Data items
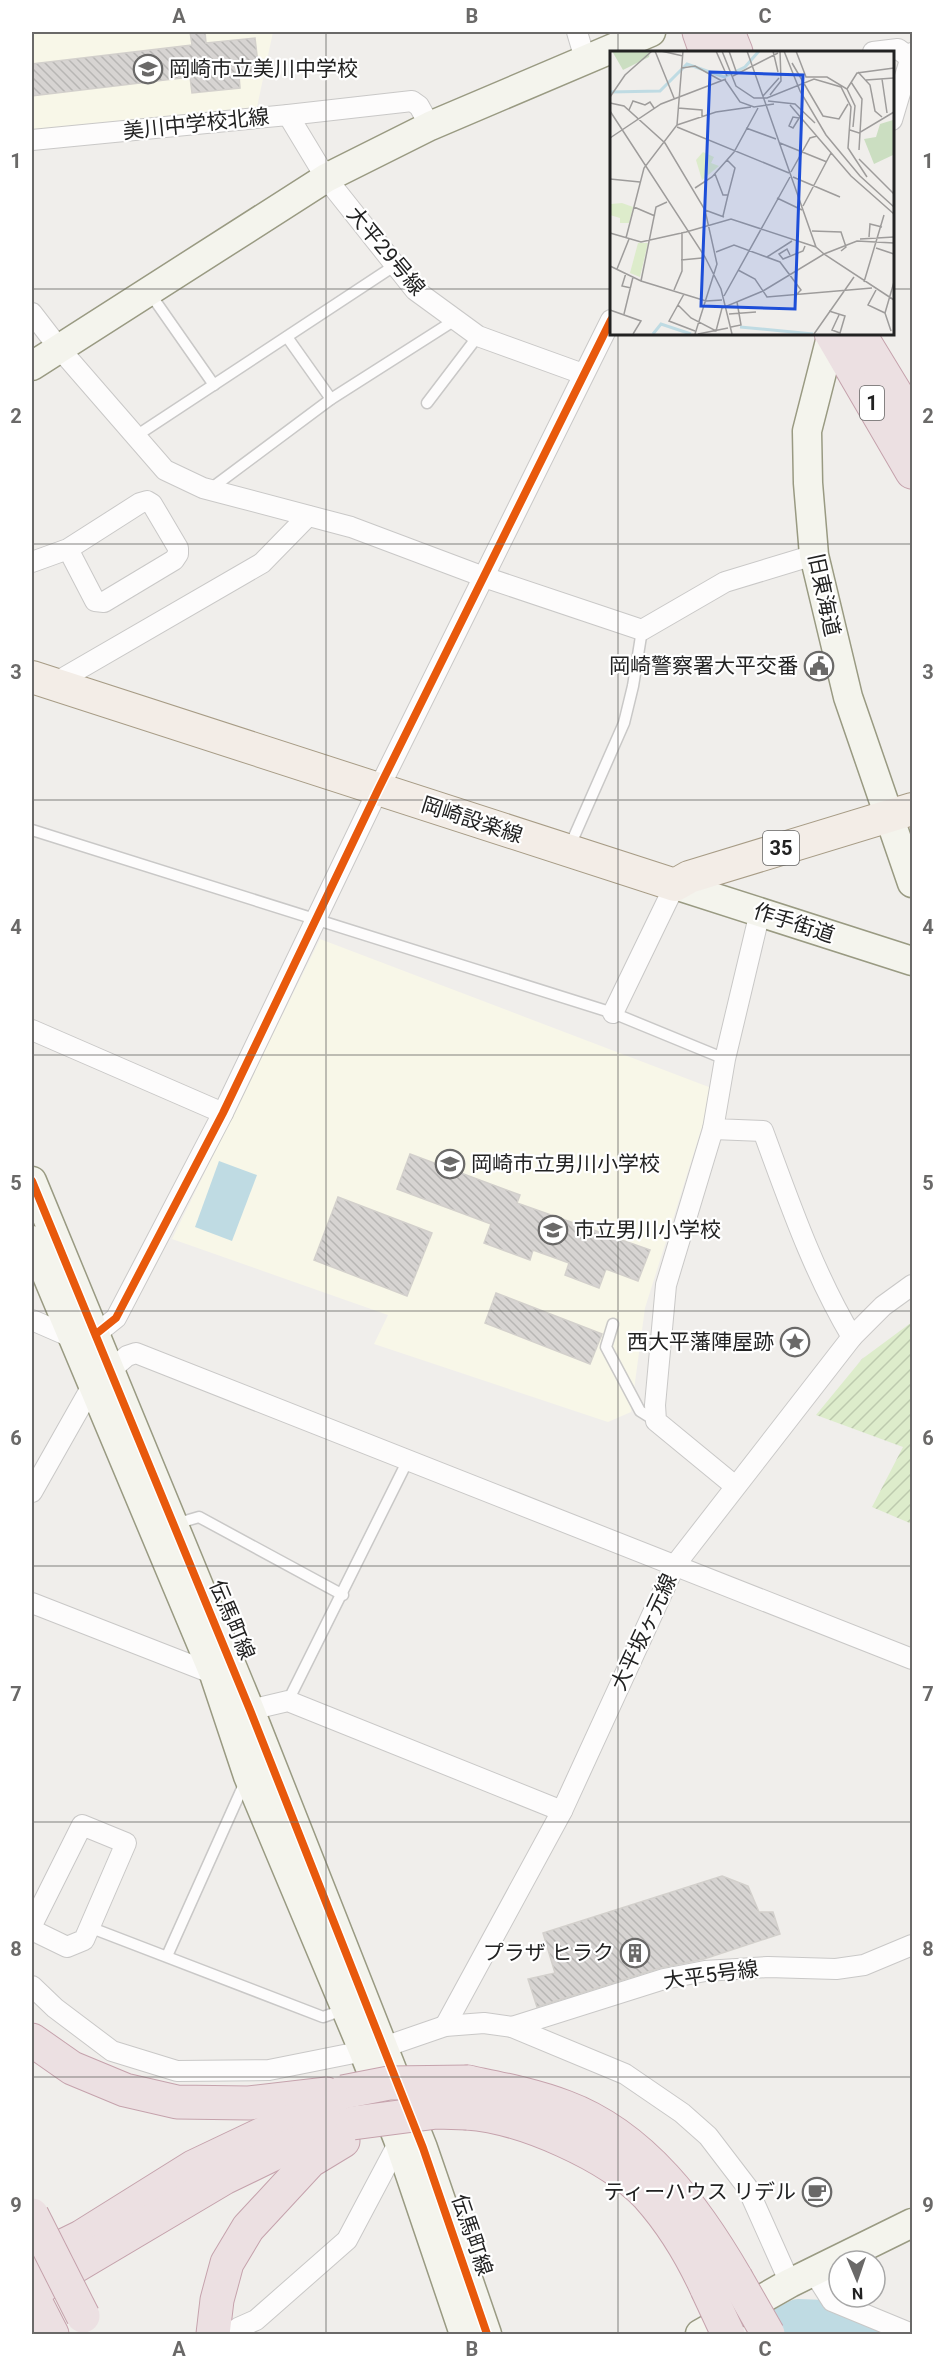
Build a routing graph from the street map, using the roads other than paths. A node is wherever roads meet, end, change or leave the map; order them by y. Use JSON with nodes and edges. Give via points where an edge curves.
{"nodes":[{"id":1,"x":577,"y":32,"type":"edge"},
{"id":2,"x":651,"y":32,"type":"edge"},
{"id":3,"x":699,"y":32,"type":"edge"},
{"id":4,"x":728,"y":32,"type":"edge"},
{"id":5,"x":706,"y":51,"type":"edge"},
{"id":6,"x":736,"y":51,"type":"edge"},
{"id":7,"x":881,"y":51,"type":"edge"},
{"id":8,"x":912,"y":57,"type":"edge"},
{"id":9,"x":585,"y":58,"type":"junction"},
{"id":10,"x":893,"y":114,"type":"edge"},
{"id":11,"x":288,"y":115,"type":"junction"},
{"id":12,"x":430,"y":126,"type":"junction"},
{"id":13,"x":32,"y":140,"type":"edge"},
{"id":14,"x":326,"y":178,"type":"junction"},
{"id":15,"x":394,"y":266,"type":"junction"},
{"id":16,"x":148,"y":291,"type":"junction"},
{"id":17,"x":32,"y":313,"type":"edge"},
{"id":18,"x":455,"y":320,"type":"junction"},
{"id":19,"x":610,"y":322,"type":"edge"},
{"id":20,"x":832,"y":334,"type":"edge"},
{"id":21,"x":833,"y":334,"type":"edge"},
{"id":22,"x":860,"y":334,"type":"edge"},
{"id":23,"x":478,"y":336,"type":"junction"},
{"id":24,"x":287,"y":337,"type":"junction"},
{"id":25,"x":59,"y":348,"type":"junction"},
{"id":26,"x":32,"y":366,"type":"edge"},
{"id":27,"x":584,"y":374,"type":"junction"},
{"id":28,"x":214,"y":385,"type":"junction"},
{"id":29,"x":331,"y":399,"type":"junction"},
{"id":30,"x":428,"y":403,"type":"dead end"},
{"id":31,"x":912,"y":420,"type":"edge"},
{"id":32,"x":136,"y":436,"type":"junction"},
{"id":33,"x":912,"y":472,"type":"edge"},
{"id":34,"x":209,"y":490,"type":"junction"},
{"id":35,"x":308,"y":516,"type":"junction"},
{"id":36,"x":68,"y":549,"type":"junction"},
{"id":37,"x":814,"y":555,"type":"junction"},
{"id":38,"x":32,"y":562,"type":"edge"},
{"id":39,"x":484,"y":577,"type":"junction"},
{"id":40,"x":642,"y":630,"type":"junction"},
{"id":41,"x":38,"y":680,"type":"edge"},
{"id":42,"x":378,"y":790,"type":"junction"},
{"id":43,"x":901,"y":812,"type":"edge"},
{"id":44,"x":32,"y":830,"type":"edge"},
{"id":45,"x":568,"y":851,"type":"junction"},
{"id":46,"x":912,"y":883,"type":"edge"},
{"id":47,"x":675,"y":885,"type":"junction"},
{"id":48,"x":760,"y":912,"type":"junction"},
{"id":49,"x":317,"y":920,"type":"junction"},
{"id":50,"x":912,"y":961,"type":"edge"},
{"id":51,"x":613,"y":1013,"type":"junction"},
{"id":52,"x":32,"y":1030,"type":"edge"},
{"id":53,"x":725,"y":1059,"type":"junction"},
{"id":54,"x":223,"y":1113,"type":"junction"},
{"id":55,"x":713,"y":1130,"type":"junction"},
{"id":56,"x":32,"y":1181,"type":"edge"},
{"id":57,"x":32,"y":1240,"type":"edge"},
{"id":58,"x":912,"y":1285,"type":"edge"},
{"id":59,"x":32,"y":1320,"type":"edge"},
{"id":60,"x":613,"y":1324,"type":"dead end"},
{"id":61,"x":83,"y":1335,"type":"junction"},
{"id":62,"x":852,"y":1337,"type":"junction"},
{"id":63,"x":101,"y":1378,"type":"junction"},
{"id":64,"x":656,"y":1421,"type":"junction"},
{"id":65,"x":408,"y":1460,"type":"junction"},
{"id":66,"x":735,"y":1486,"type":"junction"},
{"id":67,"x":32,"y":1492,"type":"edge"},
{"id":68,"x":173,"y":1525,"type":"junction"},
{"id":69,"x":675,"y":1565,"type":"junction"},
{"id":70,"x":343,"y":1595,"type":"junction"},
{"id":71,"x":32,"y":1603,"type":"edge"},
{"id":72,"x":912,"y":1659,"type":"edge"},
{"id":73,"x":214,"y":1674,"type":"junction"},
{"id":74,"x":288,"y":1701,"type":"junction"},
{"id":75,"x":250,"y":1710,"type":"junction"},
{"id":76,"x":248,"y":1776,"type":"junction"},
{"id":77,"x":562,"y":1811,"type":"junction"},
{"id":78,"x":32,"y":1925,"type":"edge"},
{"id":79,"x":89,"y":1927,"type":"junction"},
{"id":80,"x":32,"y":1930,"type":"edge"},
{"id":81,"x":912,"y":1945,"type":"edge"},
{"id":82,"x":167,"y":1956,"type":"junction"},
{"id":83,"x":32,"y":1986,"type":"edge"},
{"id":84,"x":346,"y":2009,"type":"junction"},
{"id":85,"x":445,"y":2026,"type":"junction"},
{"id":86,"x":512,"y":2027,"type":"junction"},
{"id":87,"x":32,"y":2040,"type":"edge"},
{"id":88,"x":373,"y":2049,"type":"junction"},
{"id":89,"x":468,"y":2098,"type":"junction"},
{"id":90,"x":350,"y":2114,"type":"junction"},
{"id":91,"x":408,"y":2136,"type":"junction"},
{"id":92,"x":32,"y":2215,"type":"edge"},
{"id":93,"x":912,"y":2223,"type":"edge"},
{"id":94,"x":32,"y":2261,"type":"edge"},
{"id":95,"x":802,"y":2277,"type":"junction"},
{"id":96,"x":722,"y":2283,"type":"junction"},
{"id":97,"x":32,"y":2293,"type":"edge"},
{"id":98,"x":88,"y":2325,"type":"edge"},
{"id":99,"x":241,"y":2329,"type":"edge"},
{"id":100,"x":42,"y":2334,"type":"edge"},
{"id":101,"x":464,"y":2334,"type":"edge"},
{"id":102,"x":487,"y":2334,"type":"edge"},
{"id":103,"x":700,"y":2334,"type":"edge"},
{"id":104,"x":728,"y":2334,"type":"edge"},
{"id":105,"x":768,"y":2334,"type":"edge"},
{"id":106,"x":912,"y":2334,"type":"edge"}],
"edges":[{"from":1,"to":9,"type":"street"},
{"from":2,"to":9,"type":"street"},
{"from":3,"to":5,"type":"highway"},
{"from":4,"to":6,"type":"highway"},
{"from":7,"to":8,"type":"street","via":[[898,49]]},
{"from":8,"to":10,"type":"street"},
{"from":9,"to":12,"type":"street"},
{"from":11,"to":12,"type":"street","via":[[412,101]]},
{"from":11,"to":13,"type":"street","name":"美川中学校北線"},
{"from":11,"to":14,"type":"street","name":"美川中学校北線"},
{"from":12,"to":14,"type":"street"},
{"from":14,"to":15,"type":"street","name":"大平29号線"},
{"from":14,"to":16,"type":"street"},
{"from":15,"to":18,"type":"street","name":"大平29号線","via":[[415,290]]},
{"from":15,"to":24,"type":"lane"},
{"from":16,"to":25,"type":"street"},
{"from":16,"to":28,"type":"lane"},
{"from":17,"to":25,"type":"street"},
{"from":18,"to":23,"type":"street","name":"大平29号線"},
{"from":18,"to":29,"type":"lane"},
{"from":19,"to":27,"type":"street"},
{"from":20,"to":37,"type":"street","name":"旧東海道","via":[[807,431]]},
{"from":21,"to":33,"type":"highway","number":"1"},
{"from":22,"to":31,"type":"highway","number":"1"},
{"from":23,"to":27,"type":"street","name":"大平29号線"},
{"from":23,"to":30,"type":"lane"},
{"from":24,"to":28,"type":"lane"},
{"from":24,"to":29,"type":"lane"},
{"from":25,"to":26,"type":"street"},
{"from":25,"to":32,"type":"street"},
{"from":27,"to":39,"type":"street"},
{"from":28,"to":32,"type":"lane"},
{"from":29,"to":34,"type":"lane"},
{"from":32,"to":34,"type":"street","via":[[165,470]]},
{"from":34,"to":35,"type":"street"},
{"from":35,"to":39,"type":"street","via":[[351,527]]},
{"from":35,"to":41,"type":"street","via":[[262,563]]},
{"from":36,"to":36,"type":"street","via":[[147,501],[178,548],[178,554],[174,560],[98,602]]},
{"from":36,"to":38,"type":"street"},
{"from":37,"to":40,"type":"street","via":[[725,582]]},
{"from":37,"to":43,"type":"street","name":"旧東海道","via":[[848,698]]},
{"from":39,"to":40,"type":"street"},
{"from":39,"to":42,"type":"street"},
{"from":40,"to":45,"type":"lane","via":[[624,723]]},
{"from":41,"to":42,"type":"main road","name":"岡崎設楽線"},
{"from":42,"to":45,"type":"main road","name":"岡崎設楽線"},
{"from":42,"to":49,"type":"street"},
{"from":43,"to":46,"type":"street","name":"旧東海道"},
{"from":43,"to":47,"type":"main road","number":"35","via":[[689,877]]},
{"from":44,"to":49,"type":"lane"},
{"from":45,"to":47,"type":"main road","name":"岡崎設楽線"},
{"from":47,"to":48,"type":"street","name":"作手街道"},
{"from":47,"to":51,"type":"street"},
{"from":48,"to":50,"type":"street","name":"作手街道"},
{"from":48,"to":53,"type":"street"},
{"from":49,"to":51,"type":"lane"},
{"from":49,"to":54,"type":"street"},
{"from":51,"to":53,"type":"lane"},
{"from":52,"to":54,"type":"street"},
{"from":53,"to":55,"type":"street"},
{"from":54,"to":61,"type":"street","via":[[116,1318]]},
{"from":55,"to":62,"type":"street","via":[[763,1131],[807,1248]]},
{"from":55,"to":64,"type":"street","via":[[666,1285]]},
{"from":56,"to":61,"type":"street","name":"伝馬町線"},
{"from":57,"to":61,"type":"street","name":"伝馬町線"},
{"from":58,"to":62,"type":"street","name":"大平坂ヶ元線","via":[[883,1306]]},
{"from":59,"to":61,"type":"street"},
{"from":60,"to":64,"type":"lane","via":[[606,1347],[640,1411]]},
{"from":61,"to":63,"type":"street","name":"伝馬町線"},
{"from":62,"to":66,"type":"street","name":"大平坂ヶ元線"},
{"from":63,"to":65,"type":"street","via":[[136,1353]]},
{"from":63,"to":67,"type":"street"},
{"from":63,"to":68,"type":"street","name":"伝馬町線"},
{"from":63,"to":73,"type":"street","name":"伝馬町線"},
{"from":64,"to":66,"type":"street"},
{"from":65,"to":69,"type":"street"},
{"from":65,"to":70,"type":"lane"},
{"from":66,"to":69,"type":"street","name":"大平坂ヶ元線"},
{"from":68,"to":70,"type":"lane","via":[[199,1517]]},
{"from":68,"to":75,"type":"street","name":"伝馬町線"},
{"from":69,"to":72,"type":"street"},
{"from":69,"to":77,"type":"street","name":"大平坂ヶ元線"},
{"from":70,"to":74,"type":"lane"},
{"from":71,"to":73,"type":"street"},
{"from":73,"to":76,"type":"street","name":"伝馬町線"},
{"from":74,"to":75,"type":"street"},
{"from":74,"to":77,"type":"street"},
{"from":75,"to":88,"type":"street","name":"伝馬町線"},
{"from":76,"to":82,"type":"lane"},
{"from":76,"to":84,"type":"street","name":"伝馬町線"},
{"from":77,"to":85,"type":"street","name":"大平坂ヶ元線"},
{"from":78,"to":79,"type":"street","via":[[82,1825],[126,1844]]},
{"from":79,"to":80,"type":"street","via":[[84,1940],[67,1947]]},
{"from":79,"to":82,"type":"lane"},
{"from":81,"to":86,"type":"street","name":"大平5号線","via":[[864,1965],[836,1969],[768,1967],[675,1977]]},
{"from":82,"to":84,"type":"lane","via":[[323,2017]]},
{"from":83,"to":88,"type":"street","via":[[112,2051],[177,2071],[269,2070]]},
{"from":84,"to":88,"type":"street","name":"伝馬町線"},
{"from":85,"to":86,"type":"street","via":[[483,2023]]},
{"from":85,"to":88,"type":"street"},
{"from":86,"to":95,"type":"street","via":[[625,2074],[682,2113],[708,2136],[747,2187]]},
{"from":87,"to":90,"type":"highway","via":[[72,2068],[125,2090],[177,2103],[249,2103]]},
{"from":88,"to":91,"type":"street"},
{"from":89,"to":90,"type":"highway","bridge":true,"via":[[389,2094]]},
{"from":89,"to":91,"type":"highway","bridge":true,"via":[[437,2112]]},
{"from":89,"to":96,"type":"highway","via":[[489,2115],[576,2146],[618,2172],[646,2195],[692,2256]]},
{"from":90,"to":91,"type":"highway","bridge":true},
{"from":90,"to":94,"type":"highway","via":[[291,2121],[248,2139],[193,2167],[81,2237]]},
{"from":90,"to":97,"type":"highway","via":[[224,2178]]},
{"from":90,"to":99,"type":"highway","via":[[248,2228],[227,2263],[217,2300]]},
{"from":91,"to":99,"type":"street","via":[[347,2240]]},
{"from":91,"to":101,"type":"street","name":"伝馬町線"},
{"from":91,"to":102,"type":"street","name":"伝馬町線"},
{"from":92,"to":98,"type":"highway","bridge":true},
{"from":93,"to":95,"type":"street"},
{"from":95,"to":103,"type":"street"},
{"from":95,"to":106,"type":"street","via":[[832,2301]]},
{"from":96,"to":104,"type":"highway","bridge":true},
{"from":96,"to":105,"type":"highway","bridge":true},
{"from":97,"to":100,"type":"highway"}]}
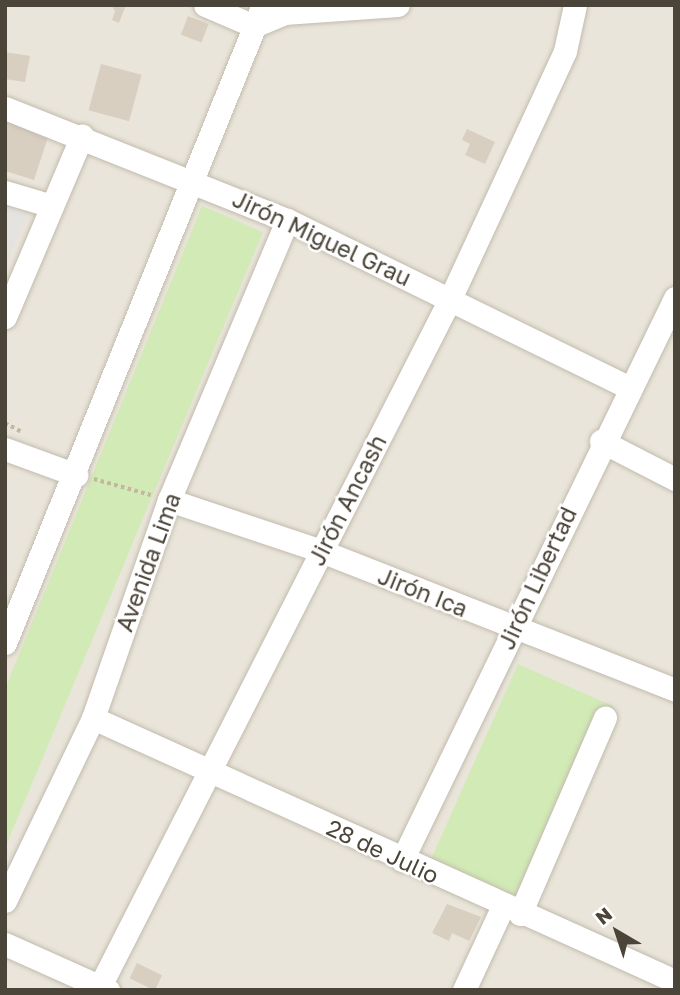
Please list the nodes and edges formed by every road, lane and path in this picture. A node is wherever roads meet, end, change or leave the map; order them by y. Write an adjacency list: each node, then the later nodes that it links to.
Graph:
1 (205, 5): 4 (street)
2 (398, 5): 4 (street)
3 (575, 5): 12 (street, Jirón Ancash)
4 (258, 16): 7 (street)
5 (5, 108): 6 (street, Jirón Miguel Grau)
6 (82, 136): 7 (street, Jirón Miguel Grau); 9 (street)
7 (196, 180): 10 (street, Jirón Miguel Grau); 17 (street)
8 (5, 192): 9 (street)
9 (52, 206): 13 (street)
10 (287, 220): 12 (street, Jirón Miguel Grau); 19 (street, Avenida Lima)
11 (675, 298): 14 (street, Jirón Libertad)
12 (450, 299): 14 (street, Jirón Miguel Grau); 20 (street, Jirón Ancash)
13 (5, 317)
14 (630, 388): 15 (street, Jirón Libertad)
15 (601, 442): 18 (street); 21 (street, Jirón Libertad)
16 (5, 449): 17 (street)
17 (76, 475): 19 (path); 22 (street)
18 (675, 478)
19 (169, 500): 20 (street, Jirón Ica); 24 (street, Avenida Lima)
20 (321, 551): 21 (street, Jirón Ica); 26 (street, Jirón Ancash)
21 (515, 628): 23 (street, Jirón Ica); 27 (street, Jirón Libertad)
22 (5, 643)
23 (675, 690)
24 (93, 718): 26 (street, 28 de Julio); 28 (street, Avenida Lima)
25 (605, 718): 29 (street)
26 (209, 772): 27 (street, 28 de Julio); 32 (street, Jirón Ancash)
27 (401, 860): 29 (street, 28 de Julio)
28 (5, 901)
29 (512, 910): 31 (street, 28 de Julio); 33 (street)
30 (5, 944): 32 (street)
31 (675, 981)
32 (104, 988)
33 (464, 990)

* _Exercise_
Above are the entries; copy out every line among them that contains the word "伝馬町線".

* _Written response_
{"from":56,"to":61,"type":"street","name":"伝馬町線"},
{"from":57,"to":61,"type":"street","name":"伝馬町線"},
{"from":61,"to":63,"type":"street","name":"伝馬町線"},
{"from":63,"to":68,"type":"street","name":"伝馬町線"},
{"from":63,"to":73,"type":"street","name":"伝馬町線"},
{"from":68,"to":75,"type":"street","name":"伝馬町線"},
{"from":73,"to":76,"type":"street","name":"伝馬町線"},
{"from":75,"to":88,"type":"street","name":"伝馬町線"},
{"from":76,"to":84,"type":"street","name":"伝馬町線"},
{"from":84,"to":88,"type":"street","name":"伝馬町線"},
{"from":91,"to":101,"type":"street","name":"伝馬町線"},
{"from":91,"to":102,"type":"street","name":"伝馬町線"},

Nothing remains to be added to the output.